### Task objective
Filter the data for "image" and copy matching lines.

-- Records supplied follows --

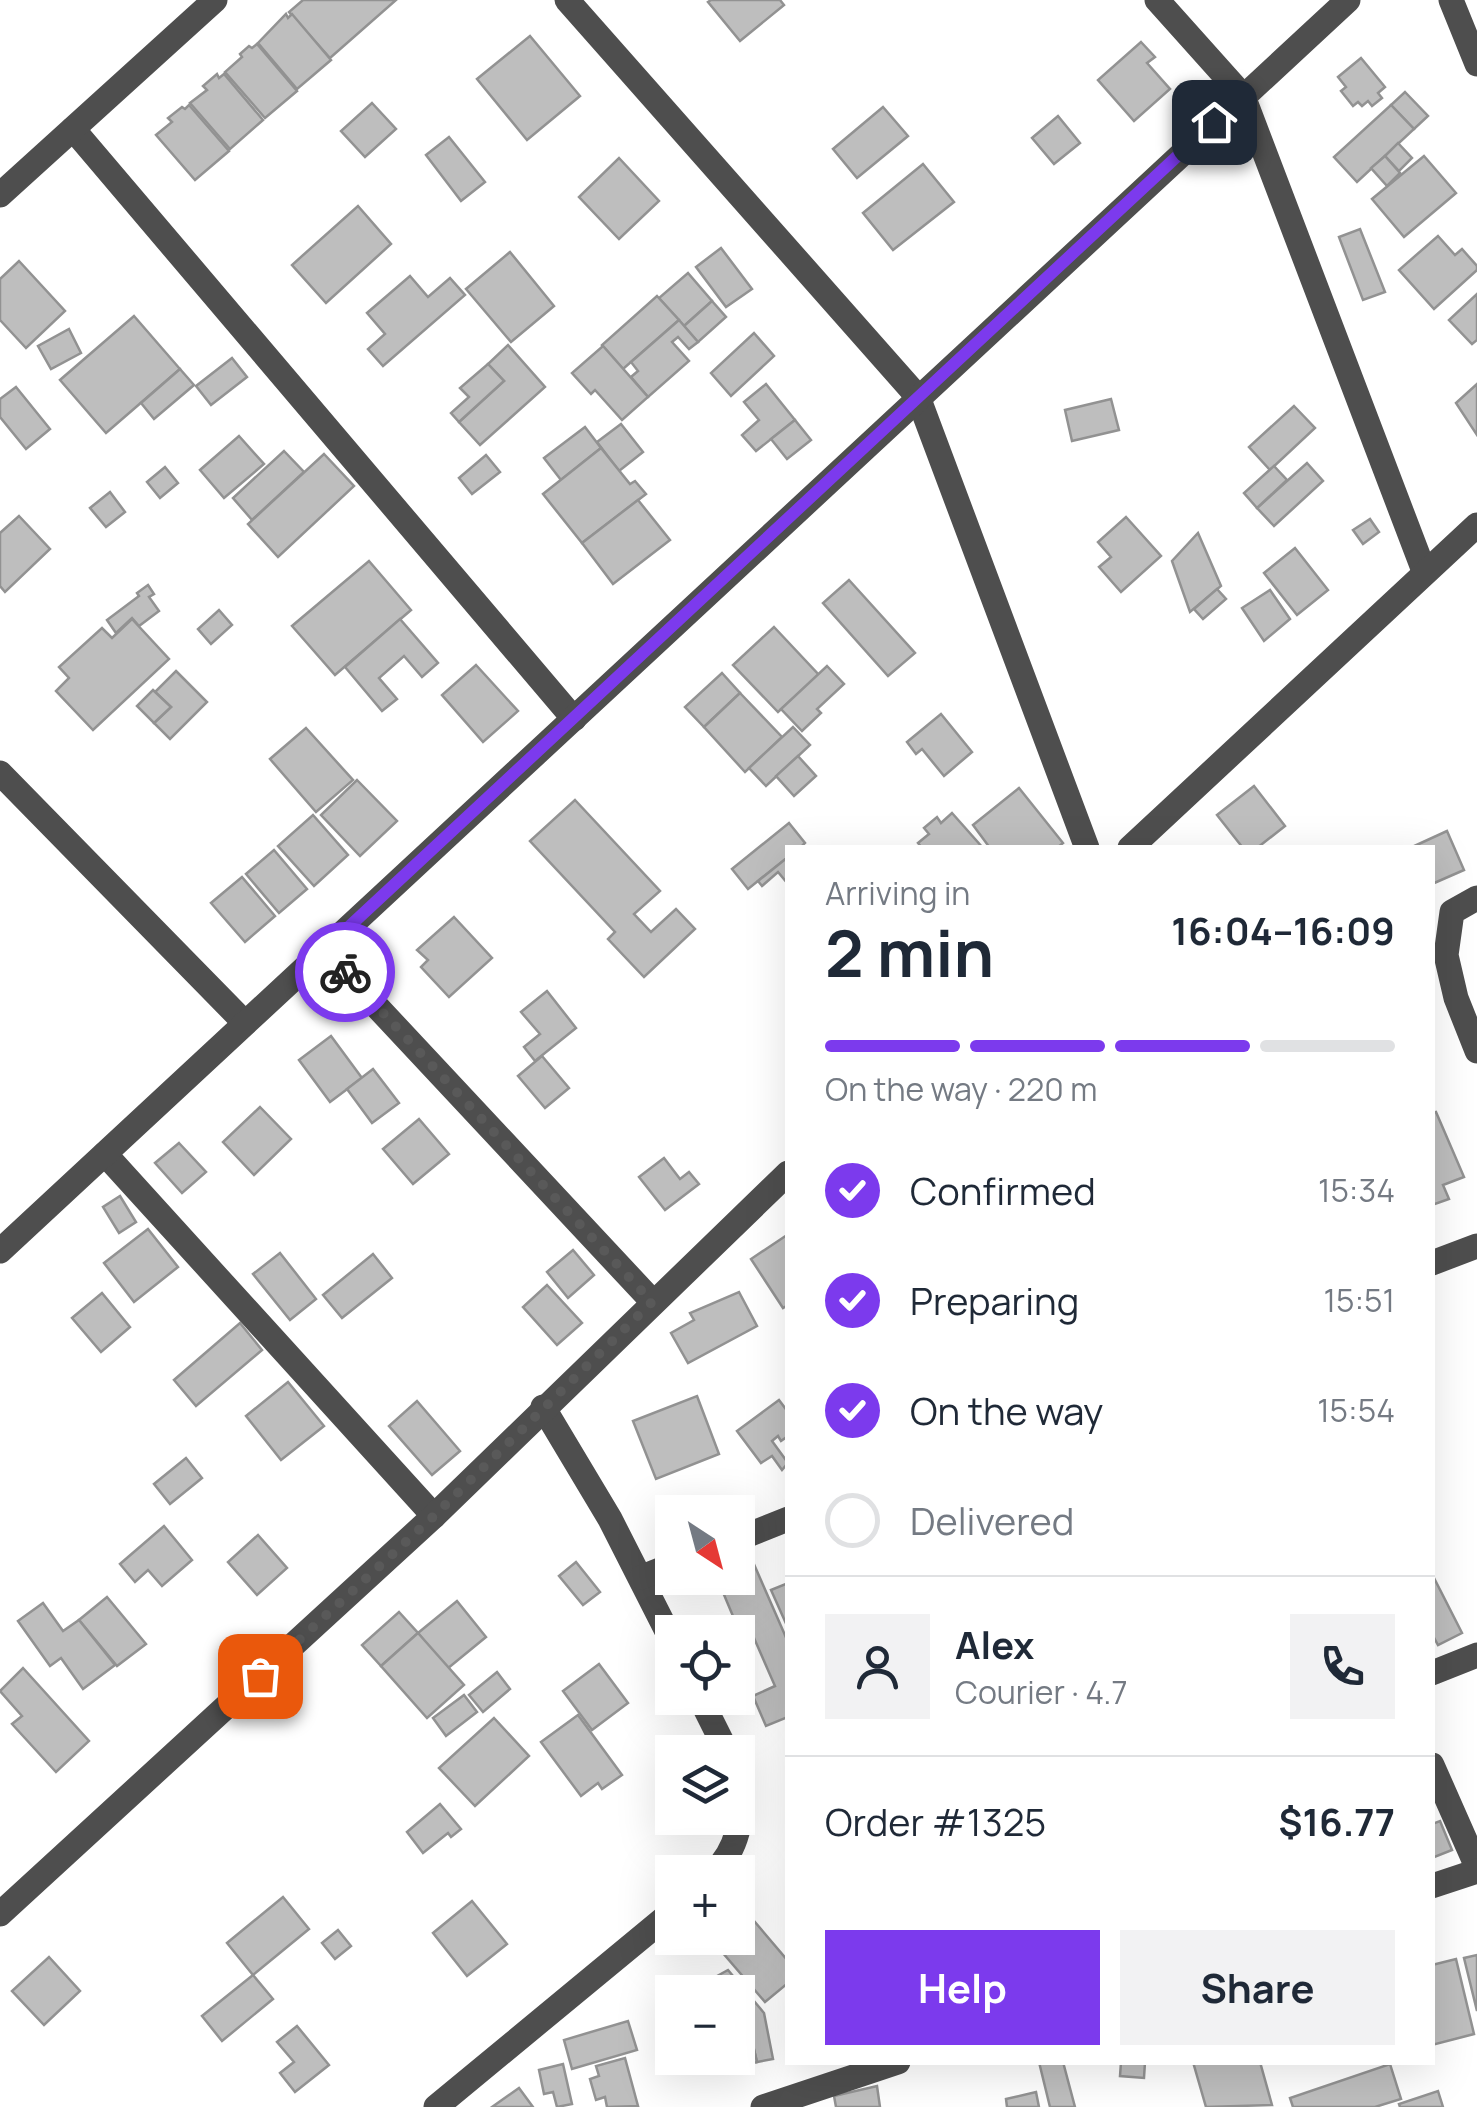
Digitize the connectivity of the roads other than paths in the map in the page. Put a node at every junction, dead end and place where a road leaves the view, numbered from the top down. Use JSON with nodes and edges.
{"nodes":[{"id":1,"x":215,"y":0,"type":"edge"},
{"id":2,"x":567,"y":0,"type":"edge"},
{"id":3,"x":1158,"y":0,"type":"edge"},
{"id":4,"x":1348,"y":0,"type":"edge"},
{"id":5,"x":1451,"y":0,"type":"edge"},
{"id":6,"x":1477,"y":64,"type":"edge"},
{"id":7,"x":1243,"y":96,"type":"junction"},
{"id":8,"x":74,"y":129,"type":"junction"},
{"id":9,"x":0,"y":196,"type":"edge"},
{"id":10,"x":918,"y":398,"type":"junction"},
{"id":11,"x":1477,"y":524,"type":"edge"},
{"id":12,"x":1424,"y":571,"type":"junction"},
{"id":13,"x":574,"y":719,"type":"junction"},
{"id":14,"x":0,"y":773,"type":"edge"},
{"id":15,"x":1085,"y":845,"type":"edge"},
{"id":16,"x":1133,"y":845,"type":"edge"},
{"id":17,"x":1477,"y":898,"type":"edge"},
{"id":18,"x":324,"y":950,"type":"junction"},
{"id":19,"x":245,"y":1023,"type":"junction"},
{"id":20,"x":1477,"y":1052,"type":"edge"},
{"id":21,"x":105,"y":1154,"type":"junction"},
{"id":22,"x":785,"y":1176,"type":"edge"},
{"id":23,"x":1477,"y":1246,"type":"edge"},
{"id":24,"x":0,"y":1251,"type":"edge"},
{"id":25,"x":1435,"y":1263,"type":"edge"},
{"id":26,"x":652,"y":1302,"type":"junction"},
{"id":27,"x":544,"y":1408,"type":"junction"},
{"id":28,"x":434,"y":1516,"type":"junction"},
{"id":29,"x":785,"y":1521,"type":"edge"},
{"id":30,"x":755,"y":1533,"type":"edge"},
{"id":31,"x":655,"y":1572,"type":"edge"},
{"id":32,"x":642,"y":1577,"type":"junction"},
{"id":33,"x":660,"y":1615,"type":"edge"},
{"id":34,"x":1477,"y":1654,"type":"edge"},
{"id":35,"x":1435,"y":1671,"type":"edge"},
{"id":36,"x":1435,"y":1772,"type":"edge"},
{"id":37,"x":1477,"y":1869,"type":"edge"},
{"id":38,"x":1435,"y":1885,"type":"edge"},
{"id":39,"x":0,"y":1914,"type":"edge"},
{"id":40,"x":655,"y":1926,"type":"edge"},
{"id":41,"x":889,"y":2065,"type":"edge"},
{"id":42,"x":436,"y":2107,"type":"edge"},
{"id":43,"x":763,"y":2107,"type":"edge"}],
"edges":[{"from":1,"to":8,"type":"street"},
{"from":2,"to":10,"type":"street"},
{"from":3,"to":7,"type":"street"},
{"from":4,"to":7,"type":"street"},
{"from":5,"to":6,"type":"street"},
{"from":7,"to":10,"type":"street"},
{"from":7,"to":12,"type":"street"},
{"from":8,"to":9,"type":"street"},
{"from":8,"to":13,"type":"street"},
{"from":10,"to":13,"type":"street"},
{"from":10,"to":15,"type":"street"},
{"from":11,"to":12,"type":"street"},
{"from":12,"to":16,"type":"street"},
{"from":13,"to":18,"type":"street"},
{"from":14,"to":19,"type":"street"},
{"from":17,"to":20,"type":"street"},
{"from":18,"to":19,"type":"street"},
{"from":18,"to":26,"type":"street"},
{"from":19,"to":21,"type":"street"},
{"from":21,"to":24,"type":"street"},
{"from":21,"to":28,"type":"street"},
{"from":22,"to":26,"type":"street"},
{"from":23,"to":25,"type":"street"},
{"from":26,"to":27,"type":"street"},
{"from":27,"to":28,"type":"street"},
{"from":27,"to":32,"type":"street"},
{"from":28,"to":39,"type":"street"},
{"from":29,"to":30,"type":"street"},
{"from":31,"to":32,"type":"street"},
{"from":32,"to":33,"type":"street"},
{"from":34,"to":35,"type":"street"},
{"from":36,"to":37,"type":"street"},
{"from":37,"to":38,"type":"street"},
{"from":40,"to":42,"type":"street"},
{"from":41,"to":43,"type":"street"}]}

-- Records supplied concluded --
-- Records supplied follows --

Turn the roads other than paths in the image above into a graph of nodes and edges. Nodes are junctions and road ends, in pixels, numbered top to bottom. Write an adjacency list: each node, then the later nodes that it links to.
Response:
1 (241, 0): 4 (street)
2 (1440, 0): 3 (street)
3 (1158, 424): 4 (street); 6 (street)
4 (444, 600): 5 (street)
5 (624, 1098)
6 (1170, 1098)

-- Records supplied concluded --
-- Records supplied follows --

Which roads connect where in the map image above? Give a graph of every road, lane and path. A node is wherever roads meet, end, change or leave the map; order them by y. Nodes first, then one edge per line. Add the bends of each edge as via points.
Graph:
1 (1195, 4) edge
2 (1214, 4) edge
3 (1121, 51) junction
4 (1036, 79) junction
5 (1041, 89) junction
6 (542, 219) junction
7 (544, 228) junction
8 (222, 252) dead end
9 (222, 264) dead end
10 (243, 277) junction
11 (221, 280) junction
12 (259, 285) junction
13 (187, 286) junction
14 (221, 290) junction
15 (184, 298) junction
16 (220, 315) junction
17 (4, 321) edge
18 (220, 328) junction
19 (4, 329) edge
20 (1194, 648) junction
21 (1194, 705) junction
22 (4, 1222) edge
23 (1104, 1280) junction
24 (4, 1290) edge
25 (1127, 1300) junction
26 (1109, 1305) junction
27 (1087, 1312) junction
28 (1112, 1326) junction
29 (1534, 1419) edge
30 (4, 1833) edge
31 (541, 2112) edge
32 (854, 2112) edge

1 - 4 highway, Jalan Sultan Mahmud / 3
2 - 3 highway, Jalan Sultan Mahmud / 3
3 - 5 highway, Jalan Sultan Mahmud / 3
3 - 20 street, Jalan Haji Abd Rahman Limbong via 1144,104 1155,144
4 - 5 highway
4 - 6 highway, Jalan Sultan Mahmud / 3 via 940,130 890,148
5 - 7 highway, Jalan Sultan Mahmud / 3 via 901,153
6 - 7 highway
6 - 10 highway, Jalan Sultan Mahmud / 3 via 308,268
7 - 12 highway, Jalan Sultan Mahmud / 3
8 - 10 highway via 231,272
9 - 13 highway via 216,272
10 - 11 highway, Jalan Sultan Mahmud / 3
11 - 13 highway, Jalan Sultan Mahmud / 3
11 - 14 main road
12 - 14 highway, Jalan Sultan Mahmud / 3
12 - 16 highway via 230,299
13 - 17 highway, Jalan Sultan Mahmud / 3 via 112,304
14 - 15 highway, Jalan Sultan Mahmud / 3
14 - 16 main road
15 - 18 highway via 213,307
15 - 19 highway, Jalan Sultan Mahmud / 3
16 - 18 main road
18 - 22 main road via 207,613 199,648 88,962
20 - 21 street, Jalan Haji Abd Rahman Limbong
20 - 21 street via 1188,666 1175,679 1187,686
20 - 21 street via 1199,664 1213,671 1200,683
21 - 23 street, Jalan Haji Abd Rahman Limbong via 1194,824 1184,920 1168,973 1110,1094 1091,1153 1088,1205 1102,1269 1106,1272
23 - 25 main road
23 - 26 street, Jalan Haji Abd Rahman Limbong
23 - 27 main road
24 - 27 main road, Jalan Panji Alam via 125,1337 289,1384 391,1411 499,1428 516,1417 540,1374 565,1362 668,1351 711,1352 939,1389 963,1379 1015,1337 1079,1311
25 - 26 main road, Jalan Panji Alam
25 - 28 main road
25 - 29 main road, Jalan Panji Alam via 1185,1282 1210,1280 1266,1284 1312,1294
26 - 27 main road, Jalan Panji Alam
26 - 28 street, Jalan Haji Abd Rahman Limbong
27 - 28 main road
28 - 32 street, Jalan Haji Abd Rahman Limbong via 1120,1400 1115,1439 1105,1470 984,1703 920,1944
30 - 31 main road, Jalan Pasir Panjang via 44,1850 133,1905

-- Records supplied concluded --

### Worked solution
Turn the roads other than paths in the image above into a graph of nodes and edges. Nodes are junctions and road ends, in pixels, numbered top to bottom. Write an adjacency list: each node, then the later nodes that it links to.
Which roads connect where in the map image above? Give a graph of every road, lane and path. A node is wherever roads meet, end, change or leave the map; order them by y. Nodes first, then one edge per line. Add the bends of each edge as via points.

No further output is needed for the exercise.